Description of the task> Report how many lines in the records hold the string "高知南環状線"; give the number and nothing else.
#####
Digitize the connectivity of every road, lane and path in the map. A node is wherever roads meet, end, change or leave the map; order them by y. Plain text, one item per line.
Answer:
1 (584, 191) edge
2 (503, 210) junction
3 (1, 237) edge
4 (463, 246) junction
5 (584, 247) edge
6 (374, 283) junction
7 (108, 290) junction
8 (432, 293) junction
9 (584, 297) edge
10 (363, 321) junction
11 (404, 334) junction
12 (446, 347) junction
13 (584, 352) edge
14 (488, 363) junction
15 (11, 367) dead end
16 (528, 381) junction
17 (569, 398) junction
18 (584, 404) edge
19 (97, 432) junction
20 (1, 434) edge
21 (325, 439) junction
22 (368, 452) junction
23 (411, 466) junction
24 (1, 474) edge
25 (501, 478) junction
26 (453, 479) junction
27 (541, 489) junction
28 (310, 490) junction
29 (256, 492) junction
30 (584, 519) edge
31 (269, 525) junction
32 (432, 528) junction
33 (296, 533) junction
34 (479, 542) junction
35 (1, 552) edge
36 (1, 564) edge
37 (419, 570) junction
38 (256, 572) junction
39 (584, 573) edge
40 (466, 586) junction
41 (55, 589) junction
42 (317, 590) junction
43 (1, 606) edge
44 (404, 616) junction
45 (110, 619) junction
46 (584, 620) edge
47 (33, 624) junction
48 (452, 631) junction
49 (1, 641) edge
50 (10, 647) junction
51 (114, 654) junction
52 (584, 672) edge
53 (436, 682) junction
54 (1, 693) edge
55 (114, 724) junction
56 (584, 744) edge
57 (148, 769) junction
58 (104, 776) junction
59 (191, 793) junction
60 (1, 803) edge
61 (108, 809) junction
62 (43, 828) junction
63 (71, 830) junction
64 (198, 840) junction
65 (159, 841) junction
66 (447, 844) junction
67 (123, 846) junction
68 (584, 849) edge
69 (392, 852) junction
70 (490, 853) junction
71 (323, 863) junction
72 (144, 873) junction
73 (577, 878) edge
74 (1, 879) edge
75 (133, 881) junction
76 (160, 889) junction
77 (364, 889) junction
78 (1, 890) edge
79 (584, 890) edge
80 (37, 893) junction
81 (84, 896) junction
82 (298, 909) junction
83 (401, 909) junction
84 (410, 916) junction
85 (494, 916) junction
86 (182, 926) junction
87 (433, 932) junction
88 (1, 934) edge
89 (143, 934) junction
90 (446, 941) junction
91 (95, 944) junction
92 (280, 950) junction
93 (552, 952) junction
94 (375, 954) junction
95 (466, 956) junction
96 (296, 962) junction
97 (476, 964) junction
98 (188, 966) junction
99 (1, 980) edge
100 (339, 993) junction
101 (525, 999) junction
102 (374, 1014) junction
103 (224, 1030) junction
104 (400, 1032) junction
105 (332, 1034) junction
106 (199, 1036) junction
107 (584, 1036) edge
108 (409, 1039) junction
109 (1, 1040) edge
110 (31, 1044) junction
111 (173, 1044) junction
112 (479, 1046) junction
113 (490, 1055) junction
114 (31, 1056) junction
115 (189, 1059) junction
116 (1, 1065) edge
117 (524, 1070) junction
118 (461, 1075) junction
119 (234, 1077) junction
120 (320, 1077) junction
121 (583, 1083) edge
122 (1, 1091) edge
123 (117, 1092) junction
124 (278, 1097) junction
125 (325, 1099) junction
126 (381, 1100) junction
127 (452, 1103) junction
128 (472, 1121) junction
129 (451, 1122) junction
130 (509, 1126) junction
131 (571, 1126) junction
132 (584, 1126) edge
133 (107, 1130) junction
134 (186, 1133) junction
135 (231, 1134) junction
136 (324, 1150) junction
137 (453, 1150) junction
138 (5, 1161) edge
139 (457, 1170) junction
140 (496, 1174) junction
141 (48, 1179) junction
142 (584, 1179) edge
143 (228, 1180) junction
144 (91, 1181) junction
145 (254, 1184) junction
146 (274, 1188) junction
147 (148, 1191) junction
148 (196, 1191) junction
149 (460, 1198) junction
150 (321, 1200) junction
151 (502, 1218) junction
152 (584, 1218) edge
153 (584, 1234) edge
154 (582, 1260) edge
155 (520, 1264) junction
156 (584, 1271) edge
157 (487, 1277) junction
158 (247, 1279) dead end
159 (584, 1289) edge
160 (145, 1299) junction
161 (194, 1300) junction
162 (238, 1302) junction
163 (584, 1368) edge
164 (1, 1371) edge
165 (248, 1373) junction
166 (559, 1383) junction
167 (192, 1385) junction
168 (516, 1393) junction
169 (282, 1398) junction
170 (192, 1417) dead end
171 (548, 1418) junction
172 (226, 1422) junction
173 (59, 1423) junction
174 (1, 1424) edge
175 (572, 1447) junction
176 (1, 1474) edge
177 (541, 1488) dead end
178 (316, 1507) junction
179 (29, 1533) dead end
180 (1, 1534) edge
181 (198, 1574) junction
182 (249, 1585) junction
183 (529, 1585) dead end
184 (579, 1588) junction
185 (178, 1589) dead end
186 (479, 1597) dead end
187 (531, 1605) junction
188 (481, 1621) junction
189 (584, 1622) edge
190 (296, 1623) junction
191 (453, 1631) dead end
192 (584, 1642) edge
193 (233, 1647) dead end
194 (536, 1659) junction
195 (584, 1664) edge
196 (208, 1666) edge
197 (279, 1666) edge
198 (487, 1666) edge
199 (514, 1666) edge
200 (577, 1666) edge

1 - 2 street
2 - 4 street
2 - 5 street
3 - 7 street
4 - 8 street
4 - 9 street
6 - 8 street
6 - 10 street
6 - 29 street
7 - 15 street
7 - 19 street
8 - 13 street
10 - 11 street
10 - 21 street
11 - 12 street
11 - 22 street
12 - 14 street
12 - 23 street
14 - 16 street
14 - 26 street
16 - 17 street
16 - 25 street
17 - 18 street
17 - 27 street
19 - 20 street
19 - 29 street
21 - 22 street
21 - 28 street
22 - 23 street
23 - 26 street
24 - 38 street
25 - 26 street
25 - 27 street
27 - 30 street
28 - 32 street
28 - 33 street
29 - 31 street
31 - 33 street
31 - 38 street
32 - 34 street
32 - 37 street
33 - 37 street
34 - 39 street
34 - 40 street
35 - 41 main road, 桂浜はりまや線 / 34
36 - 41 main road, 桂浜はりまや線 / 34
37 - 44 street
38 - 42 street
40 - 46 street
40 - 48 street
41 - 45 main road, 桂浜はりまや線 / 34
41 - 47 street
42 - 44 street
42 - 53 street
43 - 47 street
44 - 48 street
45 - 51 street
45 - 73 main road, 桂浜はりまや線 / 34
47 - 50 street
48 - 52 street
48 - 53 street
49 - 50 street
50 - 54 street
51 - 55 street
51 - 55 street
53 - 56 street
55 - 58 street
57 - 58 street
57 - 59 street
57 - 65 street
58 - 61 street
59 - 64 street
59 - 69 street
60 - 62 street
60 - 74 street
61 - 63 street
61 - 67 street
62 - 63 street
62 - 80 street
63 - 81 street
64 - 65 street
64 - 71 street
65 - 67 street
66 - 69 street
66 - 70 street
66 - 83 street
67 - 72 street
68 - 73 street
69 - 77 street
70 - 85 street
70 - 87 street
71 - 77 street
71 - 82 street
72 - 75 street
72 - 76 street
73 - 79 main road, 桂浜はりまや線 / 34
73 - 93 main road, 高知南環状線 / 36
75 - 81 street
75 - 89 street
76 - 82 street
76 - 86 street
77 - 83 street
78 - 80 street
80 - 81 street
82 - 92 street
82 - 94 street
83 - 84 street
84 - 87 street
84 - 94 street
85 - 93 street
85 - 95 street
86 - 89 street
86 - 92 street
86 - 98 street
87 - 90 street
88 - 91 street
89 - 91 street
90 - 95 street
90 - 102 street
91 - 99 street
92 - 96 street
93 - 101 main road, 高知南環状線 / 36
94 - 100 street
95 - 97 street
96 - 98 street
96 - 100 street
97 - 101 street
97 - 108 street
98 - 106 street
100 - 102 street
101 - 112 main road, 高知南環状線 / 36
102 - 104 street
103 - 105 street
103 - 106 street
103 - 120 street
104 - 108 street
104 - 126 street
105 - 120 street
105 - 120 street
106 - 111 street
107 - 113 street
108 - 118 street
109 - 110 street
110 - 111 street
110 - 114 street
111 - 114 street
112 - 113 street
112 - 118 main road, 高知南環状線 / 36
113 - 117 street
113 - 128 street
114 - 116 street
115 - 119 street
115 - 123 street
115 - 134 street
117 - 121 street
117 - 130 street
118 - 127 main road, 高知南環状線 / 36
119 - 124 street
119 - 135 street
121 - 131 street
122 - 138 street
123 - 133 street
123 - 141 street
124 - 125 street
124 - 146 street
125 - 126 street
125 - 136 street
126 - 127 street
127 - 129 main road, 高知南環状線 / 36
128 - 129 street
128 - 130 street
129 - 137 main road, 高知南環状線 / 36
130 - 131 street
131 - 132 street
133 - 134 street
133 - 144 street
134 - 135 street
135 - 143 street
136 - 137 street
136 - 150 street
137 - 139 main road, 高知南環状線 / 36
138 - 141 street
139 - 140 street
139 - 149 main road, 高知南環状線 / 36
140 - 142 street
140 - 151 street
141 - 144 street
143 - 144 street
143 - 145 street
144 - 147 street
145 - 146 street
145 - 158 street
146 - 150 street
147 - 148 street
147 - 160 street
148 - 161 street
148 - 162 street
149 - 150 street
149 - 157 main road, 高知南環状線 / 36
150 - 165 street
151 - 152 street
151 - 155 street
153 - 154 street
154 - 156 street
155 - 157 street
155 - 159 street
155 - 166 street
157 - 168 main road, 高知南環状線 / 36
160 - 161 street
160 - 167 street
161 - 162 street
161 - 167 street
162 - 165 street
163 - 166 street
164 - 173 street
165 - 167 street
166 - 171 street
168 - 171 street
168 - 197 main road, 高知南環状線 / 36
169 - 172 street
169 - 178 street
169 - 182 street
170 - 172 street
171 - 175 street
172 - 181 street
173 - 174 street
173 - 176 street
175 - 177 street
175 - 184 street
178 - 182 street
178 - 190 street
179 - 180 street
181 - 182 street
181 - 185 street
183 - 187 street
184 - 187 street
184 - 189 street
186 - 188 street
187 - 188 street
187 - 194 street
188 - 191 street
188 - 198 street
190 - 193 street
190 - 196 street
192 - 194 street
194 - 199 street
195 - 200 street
#####
Finished exercise> 12